Please to help me! This is not classwork, it is a legitimate professional request for assistance from a contributing member of this community.
My company wants to mail a listing of work sites, by state (i.e. geographic region), to all of our living clients. This is important because most of our clients will be dead within a year and it is time sensitive information. Their perusal of the list could result in additional income for them and/or their heirs at a time when they need it most.
Our site list is approximately 125K records. Additionally, the "man" (aka the president of my company) wants to send the list on paper, since many of our clients will be unable to get out of bed to go to a computer. Additionally, the "man" wants to segregate the report by state, only sending the list for the states a client has been to. Also, realize the clients are old and may have vision problems or may have problems holding reams of paper for long periods of time.
I had recommended that we send our data set out to a printer and have them do the work. I think that was kicked out because of the confidential nature of our data set.
I have been experimenting with Access' built in reporting and have come across the following issues:
- Performance...although the underlying query returns quickly within SQL Analyser/Access, it takes forever to generate a report on our largest state (California). During that time, my PC slows to a crawl.
- Field wrapping...Some of our site names are quite long, added to the fact that I'm concatenating several fields to comprise the name. As such, the names run off the edge of the page/column, causing lost data when using Access reporting. This is the problem that Excel solves by using the "Wrap Text" formatting property. I'd like to use something like that from within Access.
- Number of Columns...(not database fields, columns on a page) when using the Access tools, seems you can only have either 1 or 2 columns on a page and that the layout of the page is inflexible (or, more likely, escapes my ability to understand it). To save paper and reduce the weight of the paper being held by our clients, I have decided to split the report into 2 columns...though Access reporting seems to kind of do this, it doesn't seem repeatable/customizable.

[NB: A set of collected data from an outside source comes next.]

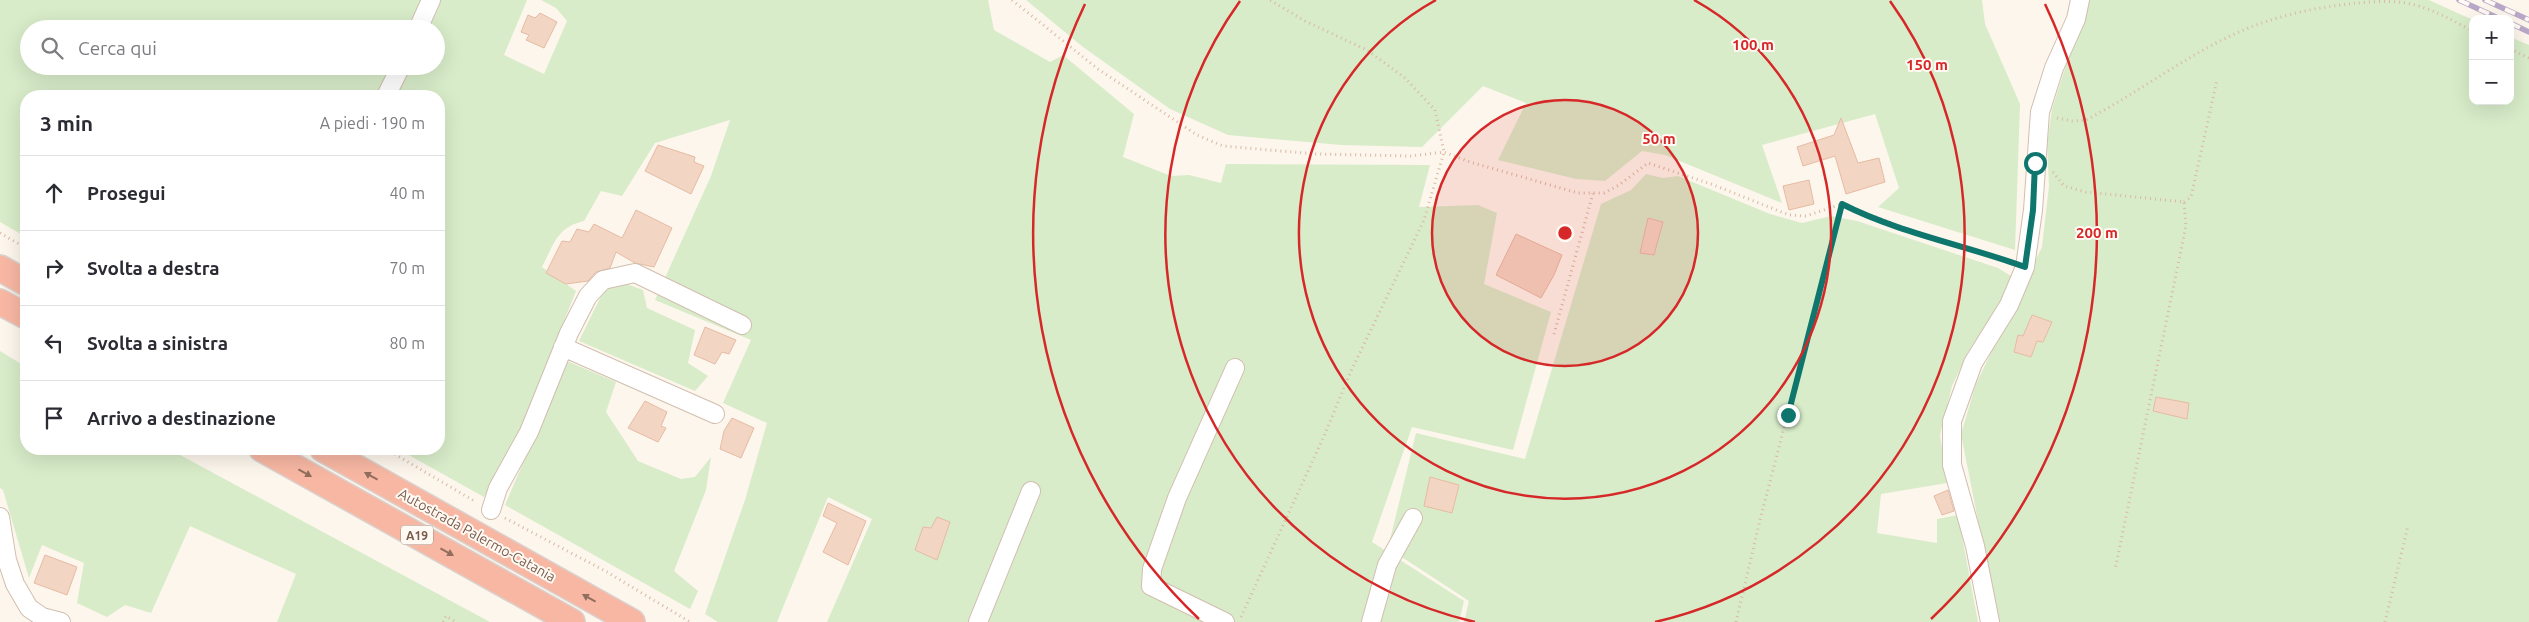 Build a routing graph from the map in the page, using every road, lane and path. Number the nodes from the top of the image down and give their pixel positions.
1 (431, 0) edge
2 (1012, 0) edge
3 (1270, 0) edge
4 (2080, 0) edge
5 (422, 20) edge
6 (2469, 29) edge
7 (2514, 51) edge
8 (2529, 58) edge
9 (396, 75) edge
10 (2217, 80) dead end
11 (389, 90) edge
12 (2040, 112) junction
13 (1444, 152) junction
14 (2035, 163) junction
15 (1593, 193) junction
16 (2184, 202) junction
17 (1842, 204) junction
18 (0, 233) edge
19 (20, 245) edge
20 (2025, 267) junction
21 (0, 268) edge
22 (20, 280) edge
23 (0, 302) edge
24 (20, 313) edge
25 (742, 325) dead end
26 (1554, 334) dead end
27 (563, 347) junction
28 (1235, 368) dead end
29 (715, 414) dead end
30 (273, 455) edge
31 (334, 455) edge
32 (396, 455) edge
33 (1030, 491) dead end
34 (491, 510) junction
35 (0, 517) edge
36 (1413, 518) dead end
37 (2408, 526) dead end
38 (2115, 570) dead end
39 (61, 622) edge
40 (443, 622) edge
41 (456, 622) edge
42 (572, 622) edge
43 (632, 622) edge
44 (690, 622) edge
45 (978, 622) edge
46 (1224, 622) edge
47 (1238, 622) edge
48 (1371, 622) edge
49 (1736, 622) edge
50 (1990, 622) edge
51 (2385, 622) edge

1 - 5 street
2 - 13 path
3 - 13 path
4 - 12 street
6 - 12 path
7 - 8 path
9 - 11 street
10 - 16 path
12 - 14 street
13 - 15 path
13 - 47 path
14 - 16 path
14 - 20 street
15 - 17 path
15 - 26 path
16 - 38 path
17 - 20 path
17 - 49 path
18 - 19 path
20 - 50 street
21 - 22 highway
23 - 24 highway
25 - 27 street
27 - 29 street
27 - 34 street
28 - 46 street
30 -> 42 highway, A19
43 -> 31 highway, Autostrada Palermo-Catania / A19
32 - 34 path
33 - 45 street
34 - 44 path
35 - 39 street
36 - 48 street
37 - 51 path
40 - 41 path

I need something like Publisher's links, in conjunction with Excel's wrap text to make this work right. If it weren't for the column limitation, I would just use Excel and be done with it. Is there any way to configue Access reporting (or even Excel) to do this?
- Cell shading...I'd like to shade every other entry, like the cell shading in Excel, to help the client understand which row they're on. Any way to do this in Access reports?

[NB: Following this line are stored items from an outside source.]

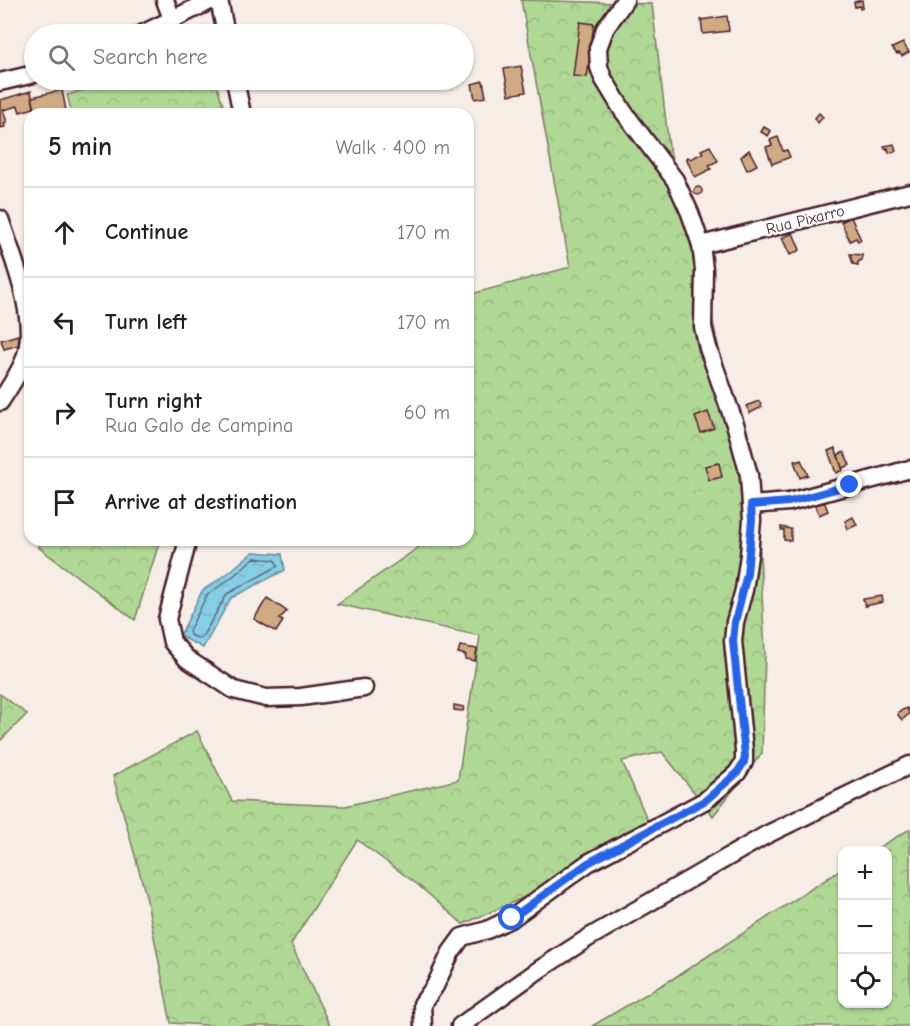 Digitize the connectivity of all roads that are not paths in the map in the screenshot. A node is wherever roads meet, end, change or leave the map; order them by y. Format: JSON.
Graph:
{"nodes":[{"id":1,"x":165,"y":0,"type":"edge"},
{"id":2,"x":212,"y":0,"type":"edge"},
{"id":3,"x":219,"y":0,"type":"edge"},
{"id":4,"x":625,"y":0,"type":"edge"},
{"id":5,"x":172,"y":19,"type":"junction"},
{"id":6,"x":162,"y":24,"type":"edge"},
{"id":7,"x":224,"y":24,"type":"edge"},
{"id":8,"x":24,"y":76,"type":"edge"},
{"id":9,"x":0,"y":82,"type":"edge"},
{"id":10,"x":237,"y":90,"type":"edge"},
{"id":11,"x":241,"y":108,"type":"edge"},
{"id":12,"x":910,"y":193,"type":"edge"},
{"id":13,"x":0,"y":219,"type":"edge"},
{"id":14,"x":701,"y":245,"type":"junction"},
{"id":15,"x":24,"y":305,"type":"edge"},
{"id":16,"x":24,"y":361,"type":"edge"},
{"id":17,"x":0,"y":402,"type":"edge"},
{"id":18,"x":910,"y":469,"type":"edge"},
{"id":19,"x":751,"y":505,"type":"junction"},
{"id":20,"x":186,"y":546,"type":"edge"},
{"id":21,"x":364,"y":688,"type":"dead end"},
{"id":22,"x":910,"y":765,"type":"edge"},
{"id":23,"x":423,"y":1026,"type":"edge"},
{"id":24,"x":460,"y":1026,"type":"edge"}],
"edges":[{"from":1,"to":5,"type":"street"},
{"from":2,"to":5,"type":"street"},
{"from":3,"to":7,"type":"street"},
{"from":4,"to":14,"type":"street"},
{"from":5,"to":6,"type":"street"},
{"from":8,"to":9,"type":"street"},
{"from":10,"to":11,"type":"street"},
{"from":12,"to":14,"type":"street","name":"Rua Pixarro"},
{"from":13,"to":15,"type":"street"},
{"from":14,"to":19,"type":"street"},
{"from":16,"to":17,"type":"street"},
{"from":18,"to":19,"type":"street"},
{"from":19,"to":23,"type":"street"},
{"from":20,"to":21,"type":"street"},
{"from":22,"to":24,"type":"street"}]}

Any advice anyone can give me on flexible pagination of large data sets as described above will be welcome and praised! I'm not opposed to using different tools, coding, etc. to get this done before the clients no longer need it.
One more requirement...I cannot do large amounts of this by hand, it needs to be reproducible by a non-IT person, after the initial setup.

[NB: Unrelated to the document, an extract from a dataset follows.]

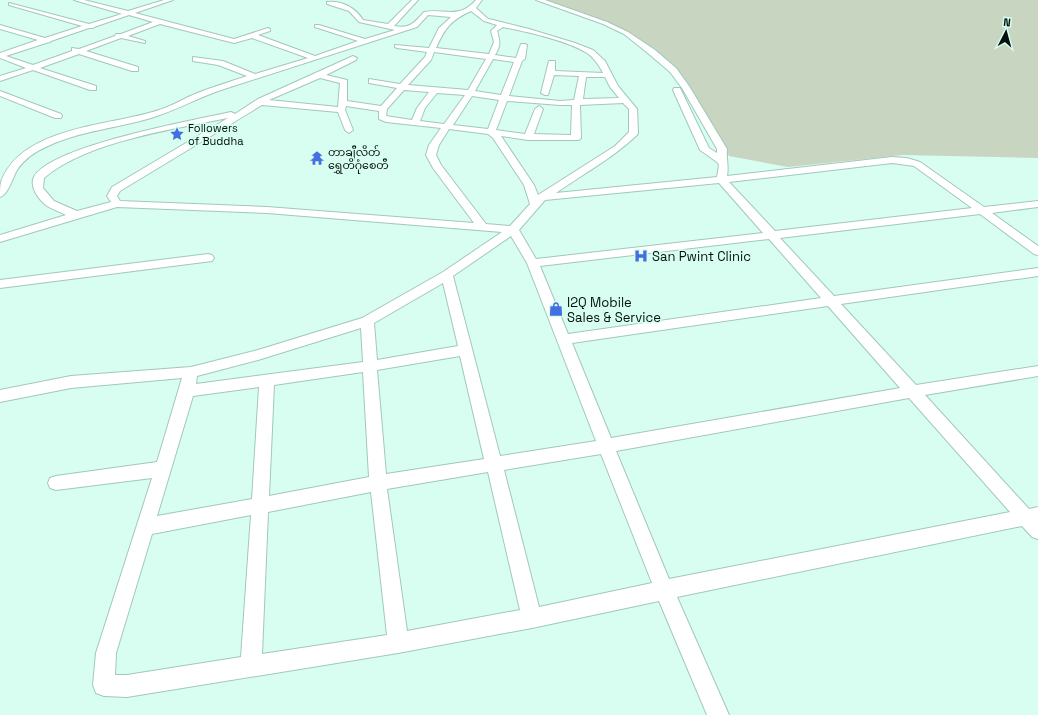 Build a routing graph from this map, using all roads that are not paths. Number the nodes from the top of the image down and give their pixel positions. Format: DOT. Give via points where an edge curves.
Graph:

Not that it matters much, but to be thorough:
vMySiteDataSet:
ID (PK)
SiteName
City
State
There is an index on State.
Sample data:
ID, SiteName, City, State
1, My first site, Fresno, CA
2, My second site, San Francisco, CA
3, My third site, Tampa, FL
4, My fourth site, Dallas, TX
5, My fifth site, London, England
...etc...do this another 124,995 times.
query:
select Sitename + '--' + COALESCE (City, 'Unknown') + ', ' + State
from vMySiteDataSet
where State = 'CA'
order by City, Sitename
This query returns over 11K results in under 5 seconds. My Access report takes over 25 minutes (possibly longer, I don't pay attention...with 100% cpu utilization) to present it incorrectly.
Please to help me! This is not classwork, it is a legitimate professional request for assistance from a contributing member of this community.